Task data START

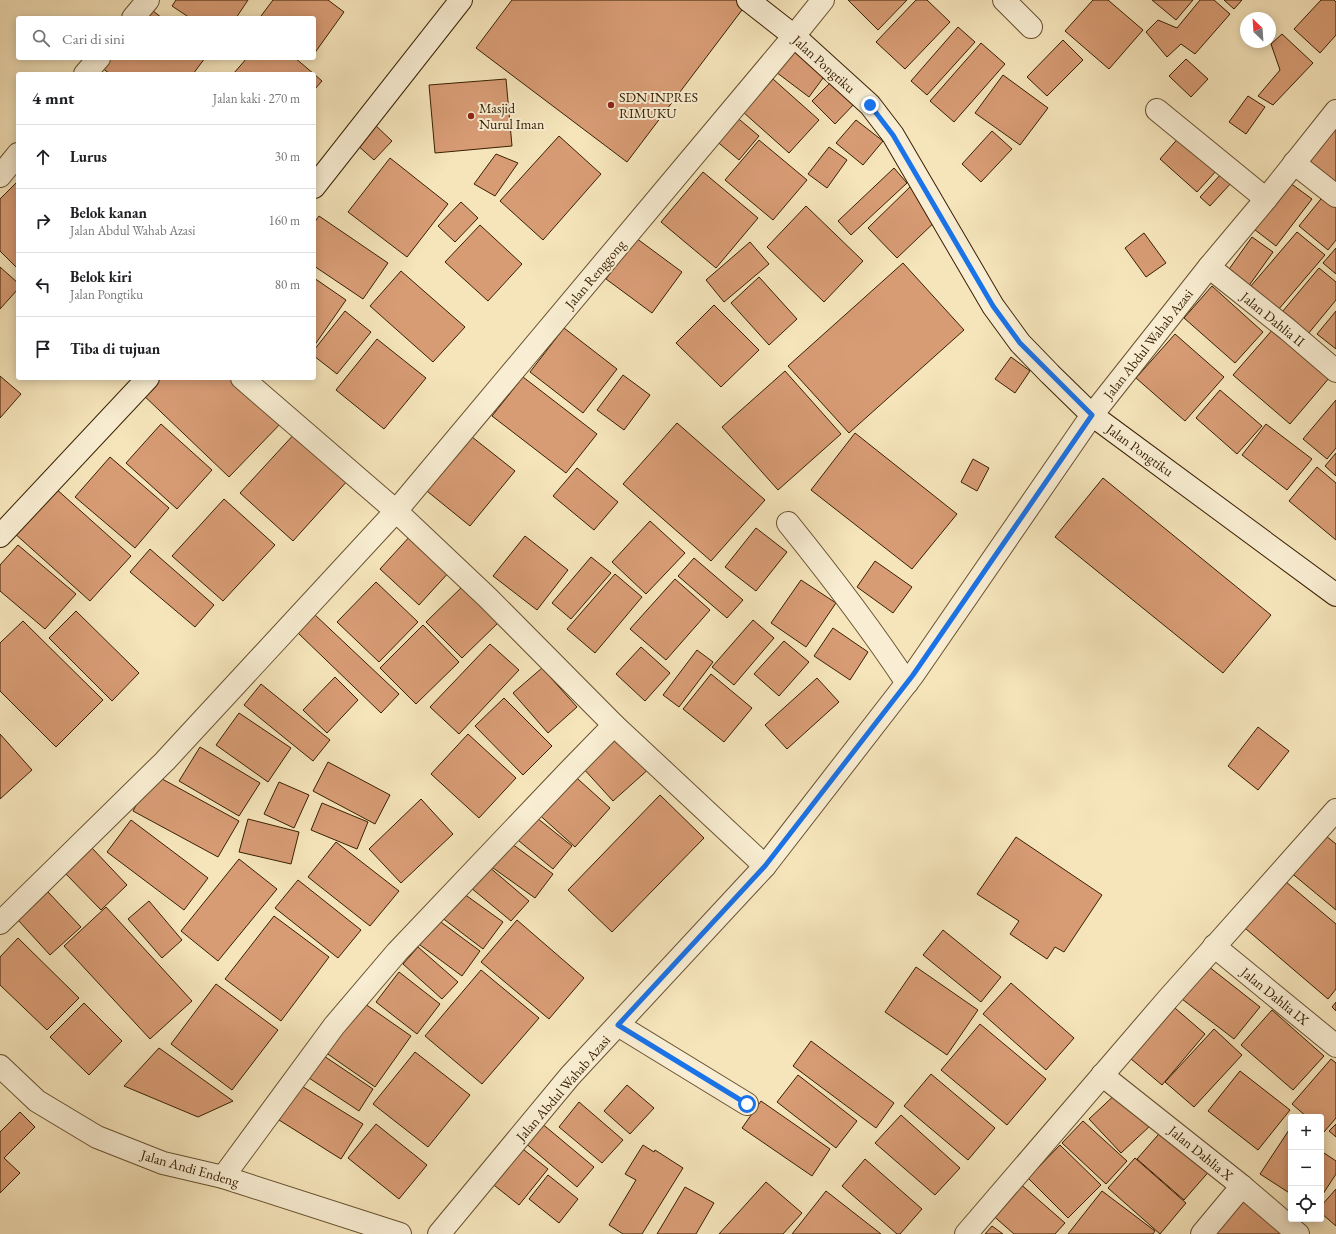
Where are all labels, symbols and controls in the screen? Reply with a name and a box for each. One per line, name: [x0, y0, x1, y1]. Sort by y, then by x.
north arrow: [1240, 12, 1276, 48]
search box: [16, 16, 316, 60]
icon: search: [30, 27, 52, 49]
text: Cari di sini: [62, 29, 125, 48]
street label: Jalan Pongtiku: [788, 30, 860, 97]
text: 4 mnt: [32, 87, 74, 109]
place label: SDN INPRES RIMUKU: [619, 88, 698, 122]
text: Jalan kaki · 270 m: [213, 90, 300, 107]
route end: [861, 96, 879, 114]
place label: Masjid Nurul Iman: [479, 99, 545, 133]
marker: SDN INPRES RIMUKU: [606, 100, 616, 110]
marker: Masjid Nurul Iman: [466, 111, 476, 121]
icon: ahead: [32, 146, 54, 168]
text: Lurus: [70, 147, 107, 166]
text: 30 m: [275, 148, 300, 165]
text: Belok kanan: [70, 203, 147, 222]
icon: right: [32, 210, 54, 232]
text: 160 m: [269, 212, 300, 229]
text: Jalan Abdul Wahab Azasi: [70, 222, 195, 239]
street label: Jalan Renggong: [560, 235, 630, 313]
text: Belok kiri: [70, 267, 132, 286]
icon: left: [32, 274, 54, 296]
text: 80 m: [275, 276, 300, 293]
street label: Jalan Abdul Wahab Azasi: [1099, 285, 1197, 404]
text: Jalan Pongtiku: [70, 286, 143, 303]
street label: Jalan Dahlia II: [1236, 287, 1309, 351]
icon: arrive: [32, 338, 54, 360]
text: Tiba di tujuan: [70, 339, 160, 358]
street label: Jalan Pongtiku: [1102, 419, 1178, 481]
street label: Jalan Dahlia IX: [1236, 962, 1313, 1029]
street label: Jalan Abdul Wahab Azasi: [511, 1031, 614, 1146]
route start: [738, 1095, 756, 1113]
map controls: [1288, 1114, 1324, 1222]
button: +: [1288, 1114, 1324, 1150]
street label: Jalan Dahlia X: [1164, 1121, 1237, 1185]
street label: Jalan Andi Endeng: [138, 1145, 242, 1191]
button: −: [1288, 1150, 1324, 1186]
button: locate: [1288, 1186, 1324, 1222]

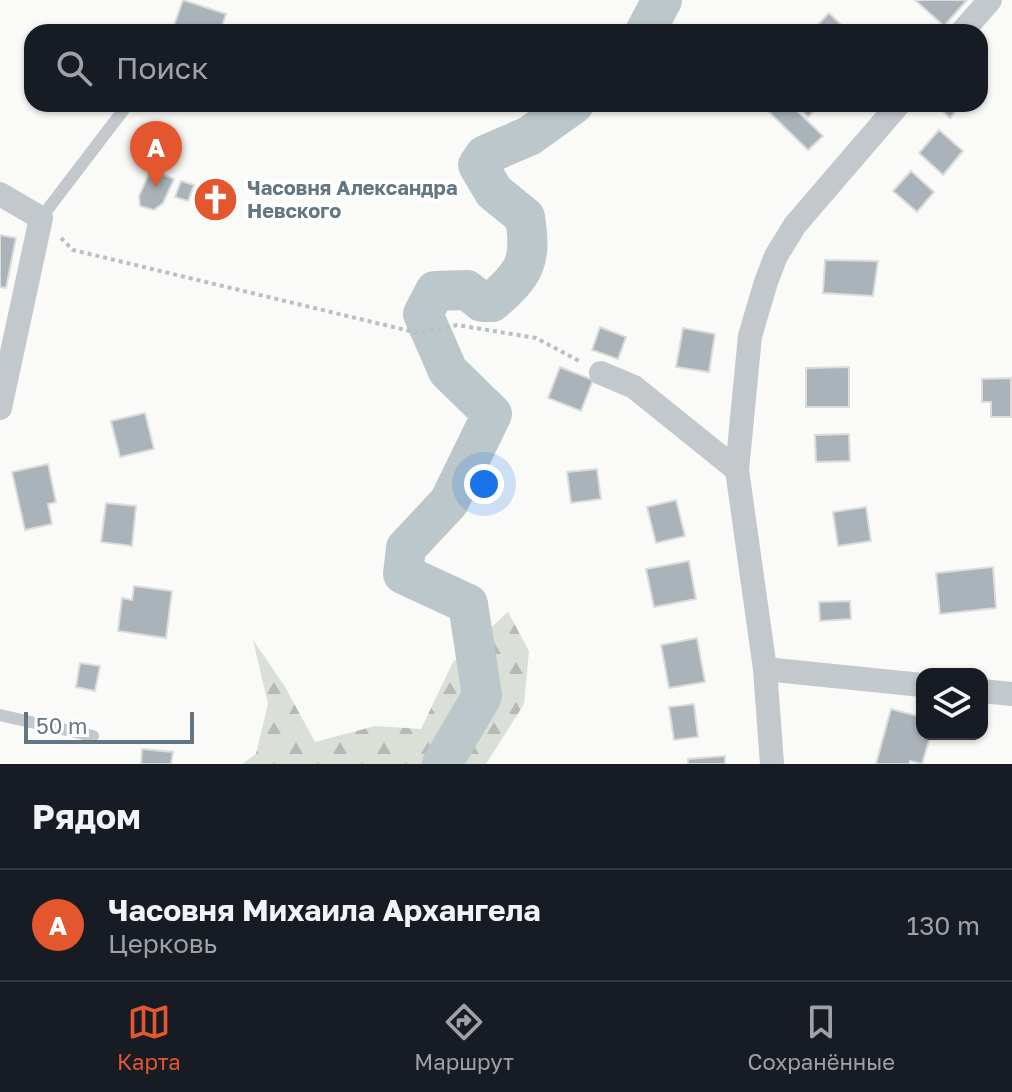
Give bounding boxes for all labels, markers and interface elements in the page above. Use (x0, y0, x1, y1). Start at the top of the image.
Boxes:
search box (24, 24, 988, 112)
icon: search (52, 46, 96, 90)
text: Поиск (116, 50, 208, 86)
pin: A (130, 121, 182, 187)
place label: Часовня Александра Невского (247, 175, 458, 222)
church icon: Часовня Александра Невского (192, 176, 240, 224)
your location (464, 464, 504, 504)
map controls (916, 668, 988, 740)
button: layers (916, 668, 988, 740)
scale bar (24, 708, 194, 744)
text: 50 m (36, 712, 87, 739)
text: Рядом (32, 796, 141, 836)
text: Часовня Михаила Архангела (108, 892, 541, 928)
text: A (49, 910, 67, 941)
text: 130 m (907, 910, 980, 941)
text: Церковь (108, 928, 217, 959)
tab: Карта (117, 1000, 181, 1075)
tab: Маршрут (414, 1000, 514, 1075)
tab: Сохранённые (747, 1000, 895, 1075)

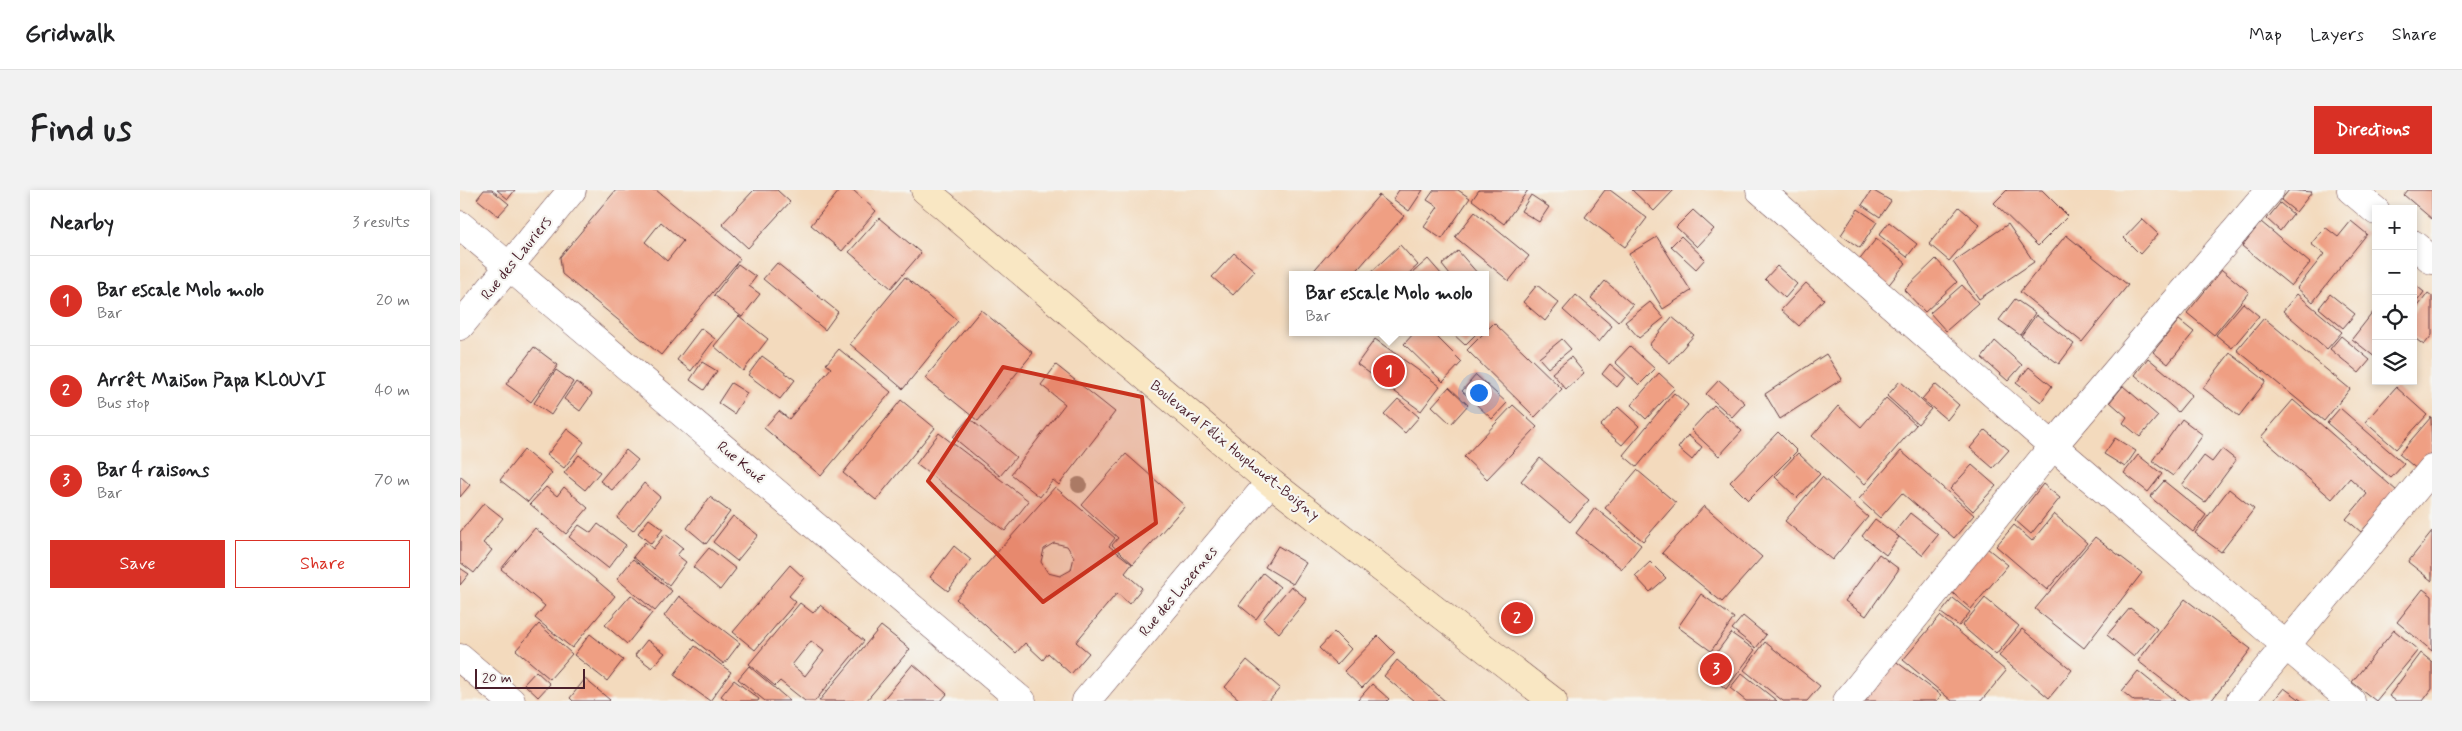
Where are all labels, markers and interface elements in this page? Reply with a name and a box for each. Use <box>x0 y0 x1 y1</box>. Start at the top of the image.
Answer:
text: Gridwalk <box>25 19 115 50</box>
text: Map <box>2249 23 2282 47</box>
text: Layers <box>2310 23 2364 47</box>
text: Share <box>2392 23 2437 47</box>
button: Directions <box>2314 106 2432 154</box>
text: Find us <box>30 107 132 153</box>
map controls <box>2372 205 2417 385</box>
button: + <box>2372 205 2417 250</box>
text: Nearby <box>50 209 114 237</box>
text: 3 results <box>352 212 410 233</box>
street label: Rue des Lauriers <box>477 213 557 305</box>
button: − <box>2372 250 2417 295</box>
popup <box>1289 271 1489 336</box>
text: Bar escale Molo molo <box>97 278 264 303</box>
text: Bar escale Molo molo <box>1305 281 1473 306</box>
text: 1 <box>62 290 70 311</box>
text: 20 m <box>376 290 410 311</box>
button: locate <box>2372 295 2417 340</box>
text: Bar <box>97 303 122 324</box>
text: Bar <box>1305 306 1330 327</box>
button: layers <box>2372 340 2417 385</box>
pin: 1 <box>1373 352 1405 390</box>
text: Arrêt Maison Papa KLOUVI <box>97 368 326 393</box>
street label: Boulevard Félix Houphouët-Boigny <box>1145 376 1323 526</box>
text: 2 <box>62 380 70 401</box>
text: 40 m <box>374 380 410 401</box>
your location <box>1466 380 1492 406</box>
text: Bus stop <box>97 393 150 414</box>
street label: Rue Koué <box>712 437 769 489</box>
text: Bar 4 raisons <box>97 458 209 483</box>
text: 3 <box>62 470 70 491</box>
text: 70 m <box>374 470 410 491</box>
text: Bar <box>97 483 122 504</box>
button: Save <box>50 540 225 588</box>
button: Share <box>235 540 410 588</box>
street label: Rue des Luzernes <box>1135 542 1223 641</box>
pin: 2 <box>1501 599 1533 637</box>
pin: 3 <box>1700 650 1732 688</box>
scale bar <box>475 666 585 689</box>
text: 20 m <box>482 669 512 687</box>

Task data END

In the lines above, find the word "page" and copy every line it occurs in.

Give bounding boxes for all labels, markers and interface elements in the page above. Use (x0, y0, x1, y1). Start at the top of the image.
Where are all labels, markers and interface elements in this page? Reply with a name and a box for each. Use <box>x0 y0 x1 y1</box>. Start at the top of the image.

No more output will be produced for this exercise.